Der Demographische Wandel ist in aller Munde. Die besonders durch die Universität bedingte Anhäufung von Jugend in Göttingen mag noch darüber hinwegtäuschen, fest steht jedoch, dass junge Menschen immer weniger, alte immer zahlreicher werden. Für die einen ist dieser Umstand eine Bedrohung, andere versuchen darin eine Chance zu sehen – so zum Beispiel der Regionalverband Südniedersachsen, der im Auftrag des Landkreises Göttingen im Jahr 2006 im Rahmen des Projektes „50plus – Erfahrung zählt“ wissenschaftlich arbeitete.
Ausgangspunkt der Verbands-Tätigkeit: Die Senioren von heute zählen zu der reichsten Generation aller Zeiten und so lag es nahe, zu prüfen wie diese Zielgruppe erschlossen werden kann. Da Senioren eine heterogene Zielgruppe sind, ist Senioren-Marketing vielschichtig. Ältere wollen zwar mit ihren Wünschen und Bedürfnissen ernst genommen, nicht aber explizit als Ältere angesprochen werden. Schließlich sind Ältere immer diejenigen, die - wie die Bezeichnung nahe legt - älter sind als man selbst.

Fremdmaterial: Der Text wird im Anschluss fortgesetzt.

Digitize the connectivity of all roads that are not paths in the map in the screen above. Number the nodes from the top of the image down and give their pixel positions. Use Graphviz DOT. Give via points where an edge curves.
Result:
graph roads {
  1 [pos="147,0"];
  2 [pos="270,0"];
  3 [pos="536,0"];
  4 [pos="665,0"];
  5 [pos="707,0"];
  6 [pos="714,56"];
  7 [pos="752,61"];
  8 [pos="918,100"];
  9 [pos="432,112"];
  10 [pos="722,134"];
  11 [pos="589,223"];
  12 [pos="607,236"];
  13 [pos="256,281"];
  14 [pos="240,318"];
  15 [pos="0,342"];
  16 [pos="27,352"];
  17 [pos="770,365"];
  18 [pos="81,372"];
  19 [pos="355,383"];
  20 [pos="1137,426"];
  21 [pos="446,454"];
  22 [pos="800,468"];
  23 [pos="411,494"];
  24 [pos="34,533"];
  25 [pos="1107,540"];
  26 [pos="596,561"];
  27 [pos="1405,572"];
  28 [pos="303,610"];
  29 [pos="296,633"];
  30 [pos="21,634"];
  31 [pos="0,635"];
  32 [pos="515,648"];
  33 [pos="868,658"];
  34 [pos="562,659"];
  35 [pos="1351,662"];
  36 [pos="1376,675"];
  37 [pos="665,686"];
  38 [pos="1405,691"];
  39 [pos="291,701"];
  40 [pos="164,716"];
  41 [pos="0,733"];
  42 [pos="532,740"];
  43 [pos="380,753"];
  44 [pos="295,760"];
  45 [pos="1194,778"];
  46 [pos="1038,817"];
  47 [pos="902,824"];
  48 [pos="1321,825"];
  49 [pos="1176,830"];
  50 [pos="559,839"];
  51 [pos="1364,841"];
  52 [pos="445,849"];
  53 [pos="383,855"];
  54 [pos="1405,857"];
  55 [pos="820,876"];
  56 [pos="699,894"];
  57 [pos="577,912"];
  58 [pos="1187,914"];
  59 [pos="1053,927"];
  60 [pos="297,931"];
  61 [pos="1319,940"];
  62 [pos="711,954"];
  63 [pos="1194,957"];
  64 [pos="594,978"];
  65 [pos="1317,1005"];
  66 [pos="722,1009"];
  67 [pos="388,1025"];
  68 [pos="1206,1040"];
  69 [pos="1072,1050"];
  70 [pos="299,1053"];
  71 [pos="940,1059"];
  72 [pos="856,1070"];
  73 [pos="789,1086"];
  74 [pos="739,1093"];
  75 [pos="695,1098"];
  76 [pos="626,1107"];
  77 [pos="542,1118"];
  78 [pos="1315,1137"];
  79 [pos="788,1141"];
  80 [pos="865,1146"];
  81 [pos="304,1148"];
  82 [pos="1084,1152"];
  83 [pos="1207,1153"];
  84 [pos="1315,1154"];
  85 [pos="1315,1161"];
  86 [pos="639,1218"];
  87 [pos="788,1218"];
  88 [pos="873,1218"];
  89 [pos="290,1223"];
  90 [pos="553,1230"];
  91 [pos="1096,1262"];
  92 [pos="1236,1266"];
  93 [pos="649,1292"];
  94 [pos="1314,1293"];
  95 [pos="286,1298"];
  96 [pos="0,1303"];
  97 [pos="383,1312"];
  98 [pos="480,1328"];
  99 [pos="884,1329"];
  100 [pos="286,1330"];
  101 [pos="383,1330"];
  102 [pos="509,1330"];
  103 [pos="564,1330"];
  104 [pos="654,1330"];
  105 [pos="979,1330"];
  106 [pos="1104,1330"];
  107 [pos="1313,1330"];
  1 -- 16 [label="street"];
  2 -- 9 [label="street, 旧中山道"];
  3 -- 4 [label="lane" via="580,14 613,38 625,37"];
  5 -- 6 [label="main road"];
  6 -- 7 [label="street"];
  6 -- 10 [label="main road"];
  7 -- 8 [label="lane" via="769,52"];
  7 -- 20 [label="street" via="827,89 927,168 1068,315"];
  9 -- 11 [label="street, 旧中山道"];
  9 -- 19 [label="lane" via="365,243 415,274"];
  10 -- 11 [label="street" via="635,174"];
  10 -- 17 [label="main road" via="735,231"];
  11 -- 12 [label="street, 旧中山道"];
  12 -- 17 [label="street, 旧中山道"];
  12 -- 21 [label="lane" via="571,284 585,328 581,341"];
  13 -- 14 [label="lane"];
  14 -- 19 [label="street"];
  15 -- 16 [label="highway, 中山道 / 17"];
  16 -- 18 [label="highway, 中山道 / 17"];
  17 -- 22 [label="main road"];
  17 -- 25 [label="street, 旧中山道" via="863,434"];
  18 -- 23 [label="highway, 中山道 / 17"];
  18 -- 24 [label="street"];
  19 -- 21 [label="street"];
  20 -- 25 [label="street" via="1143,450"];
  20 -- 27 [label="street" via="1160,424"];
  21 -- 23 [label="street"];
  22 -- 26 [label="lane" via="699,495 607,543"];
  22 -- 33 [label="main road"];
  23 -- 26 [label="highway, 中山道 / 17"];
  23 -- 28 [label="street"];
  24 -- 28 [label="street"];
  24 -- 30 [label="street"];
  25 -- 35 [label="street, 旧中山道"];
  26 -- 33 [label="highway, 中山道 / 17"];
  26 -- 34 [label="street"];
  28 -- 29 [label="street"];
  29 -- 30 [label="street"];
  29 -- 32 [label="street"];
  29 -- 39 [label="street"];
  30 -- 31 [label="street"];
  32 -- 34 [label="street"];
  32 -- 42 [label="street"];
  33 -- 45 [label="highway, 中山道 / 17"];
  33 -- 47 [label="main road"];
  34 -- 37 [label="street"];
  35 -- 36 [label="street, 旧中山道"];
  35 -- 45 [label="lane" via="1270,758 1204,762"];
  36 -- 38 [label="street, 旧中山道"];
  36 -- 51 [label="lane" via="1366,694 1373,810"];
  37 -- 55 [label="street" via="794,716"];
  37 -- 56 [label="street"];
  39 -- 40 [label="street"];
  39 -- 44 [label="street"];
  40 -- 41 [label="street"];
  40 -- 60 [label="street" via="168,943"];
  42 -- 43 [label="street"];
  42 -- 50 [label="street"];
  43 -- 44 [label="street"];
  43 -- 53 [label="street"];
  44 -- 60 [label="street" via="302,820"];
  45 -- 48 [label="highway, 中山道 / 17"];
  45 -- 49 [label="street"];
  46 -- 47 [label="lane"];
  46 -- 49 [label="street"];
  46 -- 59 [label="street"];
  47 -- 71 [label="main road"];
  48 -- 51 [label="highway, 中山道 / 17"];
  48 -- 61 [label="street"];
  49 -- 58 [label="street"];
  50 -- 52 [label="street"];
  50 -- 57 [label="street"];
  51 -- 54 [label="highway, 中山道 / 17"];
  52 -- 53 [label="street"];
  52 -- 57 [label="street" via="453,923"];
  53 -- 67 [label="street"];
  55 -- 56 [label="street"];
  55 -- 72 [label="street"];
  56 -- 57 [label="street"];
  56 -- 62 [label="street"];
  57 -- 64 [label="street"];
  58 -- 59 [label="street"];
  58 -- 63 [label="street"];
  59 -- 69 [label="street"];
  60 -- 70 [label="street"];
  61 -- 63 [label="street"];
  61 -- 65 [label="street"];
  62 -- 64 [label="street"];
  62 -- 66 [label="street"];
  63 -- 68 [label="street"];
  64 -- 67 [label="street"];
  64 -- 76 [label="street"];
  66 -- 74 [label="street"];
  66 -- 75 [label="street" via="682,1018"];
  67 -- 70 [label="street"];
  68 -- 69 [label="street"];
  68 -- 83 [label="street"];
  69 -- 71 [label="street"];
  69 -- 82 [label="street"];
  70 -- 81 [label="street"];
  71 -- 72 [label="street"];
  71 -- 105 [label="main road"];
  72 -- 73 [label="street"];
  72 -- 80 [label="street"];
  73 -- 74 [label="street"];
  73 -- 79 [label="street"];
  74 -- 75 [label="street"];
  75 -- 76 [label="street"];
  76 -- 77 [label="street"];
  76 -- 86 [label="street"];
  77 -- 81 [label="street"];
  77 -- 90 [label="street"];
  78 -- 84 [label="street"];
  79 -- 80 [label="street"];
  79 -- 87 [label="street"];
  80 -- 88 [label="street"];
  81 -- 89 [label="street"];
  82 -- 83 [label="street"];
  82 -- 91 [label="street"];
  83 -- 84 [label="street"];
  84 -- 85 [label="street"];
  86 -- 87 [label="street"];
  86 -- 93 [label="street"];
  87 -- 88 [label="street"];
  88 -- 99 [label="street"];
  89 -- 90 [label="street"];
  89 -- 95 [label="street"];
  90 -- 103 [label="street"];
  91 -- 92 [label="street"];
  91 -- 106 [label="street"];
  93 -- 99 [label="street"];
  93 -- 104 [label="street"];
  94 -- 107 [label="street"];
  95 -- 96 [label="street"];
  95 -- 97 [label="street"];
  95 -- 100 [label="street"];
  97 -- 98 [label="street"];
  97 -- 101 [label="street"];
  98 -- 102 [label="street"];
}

„Seniorenwirtschaft“ ist denn auch der Titel der vom Regionalverband Südniedersachsen erstellten Potenzialanalyse. Wenn durch den demographischen Wandel neue Bedürfnisse entstehen und Märkte expandieren, ist das auch eine Chance für über 50-Jährige, wieder auf dem Arbeitsmarkt Fuß zu fassen - so lautet die zentrale These der Studie. Immer wieder ist vom Wunsch älterer Menschen die Rede, möglichst lange selbstständig zu bleiben. Möglichkeiten dazu bieten hier zunächst die Wohnungsanpassung, außerdem verschiedene Formen des betreuten Wohnens und erst ganz zum Schluss das Seniorenheim
Regionalanalyse
Von Januar bis September 2006 untersuchte der Regionalverband Südniedersachsen e.V. in welchen Sektoren, Branchen und Berufen ältere Menschen in Stadt und Landkreis Göttingen beschäftigt sind. Differenziert nach dem Oberzentrum Göttingen, den Mittelzentren Duderstadt, Hann. Münden sowie den ländlichen Teilräumen wurde die Situation dargestellt. Die Entwicklung der Wirtschaftbereiche, in denen ältere Menschen tätig sind, wurde nachvollzogen. Beschäftigungsperspektiven wurden daraus abgeleitet. Altersspezifische Informationen über Einkommensverhältnisse, Gründungsgeschehen, Pendelgeschehen und die Inanspruchnahme von Altersteilzeit und anderen Übergangsmodellen wurden erhoben und zusammengestellt. Die Struktur älterer Erwerbsloser im Landkreis wurde im Hinblick auf regionale Verteilung, Qualifikationsprofile, Dauer von Erwerbslosigkeit, finanzielle Ausstattung und Haushaltsgrößen dargestellt.
Potenzialanalyse
Seniorenwirtschaft, also Entwicklung und Vermarktung von Produkten und Dienstleistungen für ältere Kundinnen und Kunden, kann neue Perspektiven für die wirtschaftliche Entwicklung in der Region eröffnen und älteren Erwerbslosen neue Beschäftigungsfelder erschließen. Die Potenzialanalyse des Regionalverbandes untersuchte in verschiedenen Sektoren diese Beschäftigungsmöglichkeiten für Stadt und Landkreis Göttingen. Wesentlicher Bestandteil der Potenzialanalyse war eine Liste von Empfehlungen an unterschiedliche Zielgruppen – so etwa das Handwerk, der Handel und die Kommunalpolitik.
Betriebsstudie
Von Januar bis September 2006 untersuchten Zoom e.V. und der Regionalverband Südniedersachsen e.V. die Situation von älteren Beschäftigten in den Betrieben in Stadt und Landkreis Göttingen. Analysiert wurden betriebliche Strukturen und die Altersstruktur. Wichtiges Untersuchungsfeld war zudem die Frage, welche personalpolitischen Strategien Betriebe verfolgen, um auf den demographischen Wandel zu reagieren. Wie werden die Erfahrungen und Potenziale von älteren Beschäftigten genutzt, wie begegnen Unternehmen ihren Bedürfnissen bei der Arbeitsplatz- und -zeitgestaltung? Diese Aspekte wurden in einer schriftlichen Befragung sowie in Interviews mit Personalverantwortlichen, Betriebsräten und Beschäftigten untersucht. Die Ergebnisse der Studie wurden im September 2006 vorgestellt. Sie bildeten die Grundlage für weitere beschäftigungspolitische Maßnahmen in Stadt und Landkreis Göttingen.